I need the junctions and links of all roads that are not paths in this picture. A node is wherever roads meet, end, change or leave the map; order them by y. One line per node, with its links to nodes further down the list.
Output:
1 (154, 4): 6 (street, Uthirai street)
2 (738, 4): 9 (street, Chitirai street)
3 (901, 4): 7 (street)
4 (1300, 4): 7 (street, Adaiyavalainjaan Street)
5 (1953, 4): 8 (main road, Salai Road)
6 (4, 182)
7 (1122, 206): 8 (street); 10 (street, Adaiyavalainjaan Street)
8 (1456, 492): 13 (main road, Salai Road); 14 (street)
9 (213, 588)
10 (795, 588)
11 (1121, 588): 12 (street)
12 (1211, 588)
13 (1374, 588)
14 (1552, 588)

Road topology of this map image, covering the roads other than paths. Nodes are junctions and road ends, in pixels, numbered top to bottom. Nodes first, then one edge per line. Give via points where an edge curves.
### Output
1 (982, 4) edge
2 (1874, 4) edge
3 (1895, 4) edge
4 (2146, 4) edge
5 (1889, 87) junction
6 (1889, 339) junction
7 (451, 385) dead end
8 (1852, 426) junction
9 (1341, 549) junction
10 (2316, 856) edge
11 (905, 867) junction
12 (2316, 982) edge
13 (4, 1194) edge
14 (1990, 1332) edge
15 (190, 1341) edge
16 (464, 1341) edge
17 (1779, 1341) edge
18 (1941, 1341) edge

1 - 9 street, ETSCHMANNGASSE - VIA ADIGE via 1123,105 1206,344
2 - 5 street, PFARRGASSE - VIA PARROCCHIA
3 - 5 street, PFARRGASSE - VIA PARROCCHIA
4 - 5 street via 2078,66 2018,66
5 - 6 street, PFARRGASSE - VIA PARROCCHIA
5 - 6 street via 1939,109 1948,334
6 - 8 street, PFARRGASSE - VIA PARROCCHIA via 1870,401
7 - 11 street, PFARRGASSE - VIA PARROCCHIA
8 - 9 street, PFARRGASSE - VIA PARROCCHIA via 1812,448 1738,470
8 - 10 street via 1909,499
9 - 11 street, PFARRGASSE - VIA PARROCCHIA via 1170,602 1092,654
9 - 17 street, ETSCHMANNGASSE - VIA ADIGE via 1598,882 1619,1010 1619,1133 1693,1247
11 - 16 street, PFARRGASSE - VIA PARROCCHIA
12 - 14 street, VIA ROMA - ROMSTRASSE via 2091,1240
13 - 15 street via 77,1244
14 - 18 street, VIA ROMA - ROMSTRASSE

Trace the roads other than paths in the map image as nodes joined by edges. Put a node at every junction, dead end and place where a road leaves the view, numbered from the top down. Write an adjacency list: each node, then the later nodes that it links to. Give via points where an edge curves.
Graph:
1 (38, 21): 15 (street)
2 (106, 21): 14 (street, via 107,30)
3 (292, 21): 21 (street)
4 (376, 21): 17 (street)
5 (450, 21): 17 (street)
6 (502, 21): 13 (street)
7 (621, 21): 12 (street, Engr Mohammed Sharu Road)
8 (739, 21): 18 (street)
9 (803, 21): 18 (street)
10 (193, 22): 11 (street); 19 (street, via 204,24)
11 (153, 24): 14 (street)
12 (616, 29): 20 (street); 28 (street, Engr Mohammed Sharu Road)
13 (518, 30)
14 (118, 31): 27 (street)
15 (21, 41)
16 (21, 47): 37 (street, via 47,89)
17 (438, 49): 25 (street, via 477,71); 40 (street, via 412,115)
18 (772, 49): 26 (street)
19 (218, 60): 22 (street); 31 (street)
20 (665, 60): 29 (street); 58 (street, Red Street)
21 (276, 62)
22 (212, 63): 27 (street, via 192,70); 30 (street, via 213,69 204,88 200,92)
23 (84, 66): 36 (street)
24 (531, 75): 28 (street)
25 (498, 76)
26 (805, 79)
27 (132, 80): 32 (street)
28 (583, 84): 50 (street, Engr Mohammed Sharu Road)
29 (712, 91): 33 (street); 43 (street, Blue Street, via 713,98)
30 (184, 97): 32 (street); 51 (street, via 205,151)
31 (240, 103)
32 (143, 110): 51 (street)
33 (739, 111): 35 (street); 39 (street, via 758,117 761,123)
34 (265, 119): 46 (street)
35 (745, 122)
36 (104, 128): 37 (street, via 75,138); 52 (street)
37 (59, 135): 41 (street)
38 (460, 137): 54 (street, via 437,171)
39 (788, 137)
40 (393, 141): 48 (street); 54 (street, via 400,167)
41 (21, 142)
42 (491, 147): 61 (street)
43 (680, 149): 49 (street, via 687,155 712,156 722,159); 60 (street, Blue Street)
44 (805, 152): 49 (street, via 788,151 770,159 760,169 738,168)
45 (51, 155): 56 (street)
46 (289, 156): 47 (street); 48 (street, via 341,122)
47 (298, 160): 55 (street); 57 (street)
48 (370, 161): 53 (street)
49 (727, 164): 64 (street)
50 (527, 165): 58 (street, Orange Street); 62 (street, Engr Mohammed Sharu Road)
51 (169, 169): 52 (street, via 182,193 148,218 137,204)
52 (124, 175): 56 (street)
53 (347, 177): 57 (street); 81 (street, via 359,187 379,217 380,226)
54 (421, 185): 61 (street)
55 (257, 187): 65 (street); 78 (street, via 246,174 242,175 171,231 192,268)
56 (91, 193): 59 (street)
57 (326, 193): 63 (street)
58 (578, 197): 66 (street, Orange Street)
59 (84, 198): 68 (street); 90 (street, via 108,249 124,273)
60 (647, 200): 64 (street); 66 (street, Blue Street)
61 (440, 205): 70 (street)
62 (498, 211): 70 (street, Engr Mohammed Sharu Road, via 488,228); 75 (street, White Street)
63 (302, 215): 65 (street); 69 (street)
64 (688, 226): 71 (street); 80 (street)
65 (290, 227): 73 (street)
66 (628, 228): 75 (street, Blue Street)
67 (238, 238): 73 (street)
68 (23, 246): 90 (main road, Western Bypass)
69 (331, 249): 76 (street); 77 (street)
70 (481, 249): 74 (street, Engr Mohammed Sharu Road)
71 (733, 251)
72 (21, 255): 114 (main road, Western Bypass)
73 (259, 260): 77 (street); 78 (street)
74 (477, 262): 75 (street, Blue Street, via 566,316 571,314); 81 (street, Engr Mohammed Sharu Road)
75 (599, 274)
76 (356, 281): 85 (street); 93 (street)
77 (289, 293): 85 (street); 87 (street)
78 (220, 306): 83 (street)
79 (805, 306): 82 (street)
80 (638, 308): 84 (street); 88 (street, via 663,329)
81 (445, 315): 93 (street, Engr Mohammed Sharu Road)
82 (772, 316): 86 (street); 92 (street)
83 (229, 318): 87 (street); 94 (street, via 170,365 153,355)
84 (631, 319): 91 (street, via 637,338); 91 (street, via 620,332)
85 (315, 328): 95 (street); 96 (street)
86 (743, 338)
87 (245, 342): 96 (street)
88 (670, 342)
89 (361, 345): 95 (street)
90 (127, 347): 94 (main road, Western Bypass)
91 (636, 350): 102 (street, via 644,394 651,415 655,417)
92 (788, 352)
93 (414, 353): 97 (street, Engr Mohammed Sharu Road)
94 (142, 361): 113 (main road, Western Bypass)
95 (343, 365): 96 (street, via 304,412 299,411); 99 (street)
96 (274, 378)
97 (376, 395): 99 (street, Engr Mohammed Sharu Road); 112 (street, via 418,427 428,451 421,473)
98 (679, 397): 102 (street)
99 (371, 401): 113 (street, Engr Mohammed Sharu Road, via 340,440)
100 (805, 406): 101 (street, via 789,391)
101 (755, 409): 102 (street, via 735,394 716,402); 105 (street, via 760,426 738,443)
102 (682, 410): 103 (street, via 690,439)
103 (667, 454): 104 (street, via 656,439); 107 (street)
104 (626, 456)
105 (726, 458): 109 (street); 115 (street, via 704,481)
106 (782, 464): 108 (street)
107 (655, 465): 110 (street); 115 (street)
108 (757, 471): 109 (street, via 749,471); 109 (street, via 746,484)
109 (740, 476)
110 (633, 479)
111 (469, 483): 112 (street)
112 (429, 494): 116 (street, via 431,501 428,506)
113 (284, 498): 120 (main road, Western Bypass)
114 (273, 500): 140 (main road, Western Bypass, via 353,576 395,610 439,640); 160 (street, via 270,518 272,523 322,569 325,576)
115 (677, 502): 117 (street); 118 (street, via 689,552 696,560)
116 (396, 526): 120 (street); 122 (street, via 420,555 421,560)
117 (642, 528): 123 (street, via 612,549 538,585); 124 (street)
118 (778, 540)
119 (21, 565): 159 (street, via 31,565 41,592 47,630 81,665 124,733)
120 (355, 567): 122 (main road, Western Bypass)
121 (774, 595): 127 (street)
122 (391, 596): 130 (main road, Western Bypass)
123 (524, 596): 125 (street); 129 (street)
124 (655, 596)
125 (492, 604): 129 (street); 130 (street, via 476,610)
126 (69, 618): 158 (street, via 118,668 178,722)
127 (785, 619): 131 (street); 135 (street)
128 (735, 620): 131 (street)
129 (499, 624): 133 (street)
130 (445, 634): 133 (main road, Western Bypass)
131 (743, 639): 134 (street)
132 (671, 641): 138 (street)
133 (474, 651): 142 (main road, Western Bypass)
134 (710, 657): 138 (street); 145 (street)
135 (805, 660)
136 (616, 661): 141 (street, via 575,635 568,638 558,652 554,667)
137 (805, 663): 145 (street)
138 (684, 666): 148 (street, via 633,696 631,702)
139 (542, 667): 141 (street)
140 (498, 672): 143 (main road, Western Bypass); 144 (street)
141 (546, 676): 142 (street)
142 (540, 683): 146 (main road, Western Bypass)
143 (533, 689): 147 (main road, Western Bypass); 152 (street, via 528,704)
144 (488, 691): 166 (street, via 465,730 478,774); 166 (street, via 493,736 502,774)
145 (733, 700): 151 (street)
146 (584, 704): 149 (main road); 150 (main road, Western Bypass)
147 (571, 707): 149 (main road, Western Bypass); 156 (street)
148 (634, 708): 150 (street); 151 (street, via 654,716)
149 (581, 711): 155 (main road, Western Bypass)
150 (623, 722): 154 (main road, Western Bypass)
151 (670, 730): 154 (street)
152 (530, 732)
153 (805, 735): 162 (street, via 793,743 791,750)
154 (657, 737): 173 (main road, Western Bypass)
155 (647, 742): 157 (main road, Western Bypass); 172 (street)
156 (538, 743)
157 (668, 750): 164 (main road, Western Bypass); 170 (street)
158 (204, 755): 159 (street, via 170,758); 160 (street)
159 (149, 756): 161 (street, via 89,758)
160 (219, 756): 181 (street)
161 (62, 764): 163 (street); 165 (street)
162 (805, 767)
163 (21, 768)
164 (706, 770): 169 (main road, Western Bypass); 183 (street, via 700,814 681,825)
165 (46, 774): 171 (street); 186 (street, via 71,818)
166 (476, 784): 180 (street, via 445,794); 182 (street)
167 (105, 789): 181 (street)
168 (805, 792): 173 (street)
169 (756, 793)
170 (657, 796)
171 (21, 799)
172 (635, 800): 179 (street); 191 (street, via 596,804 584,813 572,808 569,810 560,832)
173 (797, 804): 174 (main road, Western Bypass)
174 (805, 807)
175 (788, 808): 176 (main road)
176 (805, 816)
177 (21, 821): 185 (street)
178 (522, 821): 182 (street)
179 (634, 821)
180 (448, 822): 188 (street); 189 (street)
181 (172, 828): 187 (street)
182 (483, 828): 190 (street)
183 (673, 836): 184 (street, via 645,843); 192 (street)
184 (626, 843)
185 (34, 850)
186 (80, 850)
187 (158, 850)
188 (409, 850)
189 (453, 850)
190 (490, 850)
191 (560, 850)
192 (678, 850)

========================================

Take the listing above from its first line through the line containing "Road topology of", and transcribe that stretch exactly, with no other lines.

I need the junctions and links of all roads that are not paths in this picture. A node is wherever roads meet, end, change or leave the map; order them by y. One line per node, with its links to nodes further down the list.
Output:
1 (154, 4): 6 (street, Uthirai street)
2 (738, 4): 9 (street, Chitirai street)
3 (901, 4): 7 (street)
4 (1300, 4): 7 (street, Adaiyavalainjaan Street)
5 (1953, 4): 8 (main road, Salai Road)
6 (4, 182)
7 (1122, 206): 8 (street); 10 (street, Adaiyavalainjaan Street)
8 (1456, 492): 13 (main road, Salai Road); 14 (street)
9 (213, 588)
10 (795, 588)
11 (1121, 588): 12 (street)
12 (1211, 588)
13 (1374, 588)
14 (1552, 588)

Road topology of this map image, covering the roads other than paths. Nodes are junctions and road ends, in pixels, numbered top to bottom. Nodes first, then one edge per line. Give via points where an edge curves.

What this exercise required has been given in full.